AIMP1/p43 downregulates TGF-β signaling via stabilization of smurf2

• Published in: Biochemical and biophysical research communications Vol. 371; no. 3; pp. 395 - 400
• Main Authors: Lee, Yeon Sook, Han, Jung Min, Son, Sung Hwa, Choi, Jin Woo, Jeon, Eun Ju, Bae, Suk-Chul, Park, Young In, Kim, Sunghoon
• Format: Journal Article
• Language: English
• Published: United States Elsevier Inc 04.07.2008
• Subjects: Active Transport, Cell Nucleus; AIMP1/p43; Aminoacyl-tRNA synthetase; Animals; Cell Nucleus - metabolism; Cytokines - genetics; Cytokines - metabolism; Down-Regulation; Enzyme Stability; Feedback, Physiological; Mice; Mice, Mutant Strains; Phosphorylation; Protein Interaction Mapping; Signal Transduction; Smad2 Protein - metabolism; Smad7 Protein - metabolism; Smurf2; TGF-β; Transforming Growth Factor beta - metabolism; Ubiquitin-Protein Ligases - metabolism; Ubiquitination; ARS; AIMP; AIMP1/p43; TGF-β; siRNA; Smurf2; Aminoacyl-tRNA synthetase
• ISSN: 0006-291X; 1090-2104
• DOI: 10.1016/j.bbrc.2008.04.099

AIMP1 (also known as p43) is a factor associated with a macromolecular aminoacyl-tRNA synthetase (ARS) complex but also plays diverse regulatory roles in various physiological processes.
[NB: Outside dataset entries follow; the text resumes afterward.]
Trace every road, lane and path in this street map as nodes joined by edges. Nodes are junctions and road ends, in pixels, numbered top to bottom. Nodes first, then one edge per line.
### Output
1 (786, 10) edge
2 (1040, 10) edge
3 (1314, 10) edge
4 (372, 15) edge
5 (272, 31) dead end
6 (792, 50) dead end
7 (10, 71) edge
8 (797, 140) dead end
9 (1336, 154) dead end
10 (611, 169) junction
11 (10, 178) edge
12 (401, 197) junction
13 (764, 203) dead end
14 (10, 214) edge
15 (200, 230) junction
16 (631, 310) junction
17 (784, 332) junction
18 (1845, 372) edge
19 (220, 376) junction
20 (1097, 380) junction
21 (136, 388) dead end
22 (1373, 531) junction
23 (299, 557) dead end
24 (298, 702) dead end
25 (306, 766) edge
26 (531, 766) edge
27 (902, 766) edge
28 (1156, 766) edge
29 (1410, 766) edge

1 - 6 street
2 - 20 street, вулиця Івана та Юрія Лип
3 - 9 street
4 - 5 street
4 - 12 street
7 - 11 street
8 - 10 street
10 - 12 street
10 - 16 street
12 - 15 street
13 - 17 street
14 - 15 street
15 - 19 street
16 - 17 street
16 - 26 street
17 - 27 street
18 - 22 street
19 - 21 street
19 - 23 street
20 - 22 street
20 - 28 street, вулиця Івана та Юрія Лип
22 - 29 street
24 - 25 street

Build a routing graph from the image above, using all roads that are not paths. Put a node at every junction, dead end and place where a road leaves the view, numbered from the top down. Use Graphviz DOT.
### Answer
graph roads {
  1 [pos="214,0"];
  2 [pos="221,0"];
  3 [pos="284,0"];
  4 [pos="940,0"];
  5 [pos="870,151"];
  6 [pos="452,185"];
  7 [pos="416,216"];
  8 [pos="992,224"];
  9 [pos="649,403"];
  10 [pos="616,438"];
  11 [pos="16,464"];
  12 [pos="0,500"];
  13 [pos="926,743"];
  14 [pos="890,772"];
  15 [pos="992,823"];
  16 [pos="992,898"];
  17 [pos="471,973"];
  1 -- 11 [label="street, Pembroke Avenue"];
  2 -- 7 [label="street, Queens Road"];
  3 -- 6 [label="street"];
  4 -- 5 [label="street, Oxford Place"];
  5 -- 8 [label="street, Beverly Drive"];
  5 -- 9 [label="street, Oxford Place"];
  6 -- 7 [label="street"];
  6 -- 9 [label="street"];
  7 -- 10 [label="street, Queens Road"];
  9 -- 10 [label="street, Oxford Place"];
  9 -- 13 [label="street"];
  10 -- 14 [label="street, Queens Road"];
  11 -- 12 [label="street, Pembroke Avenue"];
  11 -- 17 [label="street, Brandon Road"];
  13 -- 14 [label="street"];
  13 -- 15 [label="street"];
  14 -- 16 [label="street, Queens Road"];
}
Here, we report that AIMP1 negatively regulates TGF-β signaling via stabilization of Smurf2. TGF-β-dependent phosphorylation and nuclear localization of R-Smads, induction of target genes, and growth arrest were increased in AIMP1-deficient or -suppressed cells. In AIMP1-deficient or suppressed cells, the Smurf2 level was decreased. Various binding assays demonstrated the direction interaction of the C-terminal region of AIMP1 directly with the Smad7-binding region of Smurf2. The association of Smurf2 with Smad7 and its ubiquitination were inhibited by AIMP1, thereby protecting its autocatalytic degradation stimulated by Smad7. Thus, this work suggests the novel activity of AIMP1 as a component of negative feedback loop of TGF-β signaling.